In his book Incoherent Empire, Michael Mann holds that the US-led capitalist empire is already in decline because it cannot coherently configure the four sources of societal (or imperial) power — political, military, economic and ideological.

Mann writes: "The American military has a soft underbelly — reluctance to take casualties. Its economic tribute-taking is increasingly fragile; its own democracy is weakening while global democracy is strengthening global resistance against the US; and the US is recoiling from American values which have had universal appeal."

He illustrates his argument thus, echoing Yeats and Shakespeare: "The American empire will turn out to be a military giant, a back-seat economic driver, a political schizophrenic and an ideological phantom.

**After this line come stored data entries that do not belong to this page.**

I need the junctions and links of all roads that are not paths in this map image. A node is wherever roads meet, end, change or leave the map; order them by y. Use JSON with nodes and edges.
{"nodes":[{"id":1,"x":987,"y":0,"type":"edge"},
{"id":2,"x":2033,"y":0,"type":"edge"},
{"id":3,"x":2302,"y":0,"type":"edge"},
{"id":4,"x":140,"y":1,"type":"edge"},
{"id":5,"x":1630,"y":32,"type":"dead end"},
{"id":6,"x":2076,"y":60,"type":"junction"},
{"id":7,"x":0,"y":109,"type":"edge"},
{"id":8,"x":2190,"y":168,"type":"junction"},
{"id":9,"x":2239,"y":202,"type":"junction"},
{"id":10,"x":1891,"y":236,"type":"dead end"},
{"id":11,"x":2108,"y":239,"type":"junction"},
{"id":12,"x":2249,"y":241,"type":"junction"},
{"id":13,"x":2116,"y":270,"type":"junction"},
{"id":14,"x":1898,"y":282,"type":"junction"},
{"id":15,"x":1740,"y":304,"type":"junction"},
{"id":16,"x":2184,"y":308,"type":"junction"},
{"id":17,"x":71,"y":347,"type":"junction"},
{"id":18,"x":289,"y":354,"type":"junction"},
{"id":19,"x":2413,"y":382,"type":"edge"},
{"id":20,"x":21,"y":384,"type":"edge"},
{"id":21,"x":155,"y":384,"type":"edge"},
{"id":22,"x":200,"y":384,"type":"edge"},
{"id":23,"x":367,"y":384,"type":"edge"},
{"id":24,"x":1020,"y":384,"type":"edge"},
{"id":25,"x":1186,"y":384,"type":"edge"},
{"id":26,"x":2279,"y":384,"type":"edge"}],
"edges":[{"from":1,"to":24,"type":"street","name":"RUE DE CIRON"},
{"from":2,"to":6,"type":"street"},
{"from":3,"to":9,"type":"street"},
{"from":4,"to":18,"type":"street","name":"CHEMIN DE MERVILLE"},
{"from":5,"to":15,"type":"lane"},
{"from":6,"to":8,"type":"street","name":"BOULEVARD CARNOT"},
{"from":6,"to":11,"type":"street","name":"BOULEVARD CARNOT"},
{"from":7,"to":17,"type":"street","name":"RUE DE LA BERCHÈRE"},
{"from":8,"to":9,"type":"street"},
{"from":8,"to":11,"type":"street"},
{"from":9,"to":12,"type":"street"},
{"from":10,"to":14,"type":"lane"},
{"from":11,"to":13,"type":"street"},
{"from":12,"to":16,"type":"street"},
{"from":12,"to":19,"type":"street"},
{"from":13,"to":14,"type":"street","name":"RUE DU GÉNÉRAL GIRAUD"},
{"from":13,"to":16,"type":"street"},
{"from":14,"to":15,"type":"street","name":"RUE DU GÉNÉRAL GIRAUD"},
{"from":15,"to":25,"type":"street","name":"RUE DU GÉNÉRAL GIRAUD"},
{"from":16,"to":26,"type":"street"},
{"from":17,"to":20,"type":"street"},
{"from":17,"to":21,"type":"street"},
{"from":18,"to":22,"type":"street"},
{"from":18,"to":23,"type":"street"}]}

The result is a disturbed, misshapen monster stumbling clumsily around the world.

"In reality, the new American imperialism is becoming a new American militarism. But that is not sufficient for empire. Those who live by the sword ..."

The economist Peter Evans holds that the US-led empire recolonised many erstwhile colonies over the past 30 years, degraded them into becoming debt colonies and made the prescripts of the Washington consensus applicable to them.

However, he warns that the US risks becoming the world's fire engine, perpetually putting out flames, at the risk of actually instigating more fires that may threaten the US itself.

As Evans argues, the current behaviour of the US as an irresponsible and crassly self-seeking hegemonic state drastically exacerbates the negative structural features of the global system.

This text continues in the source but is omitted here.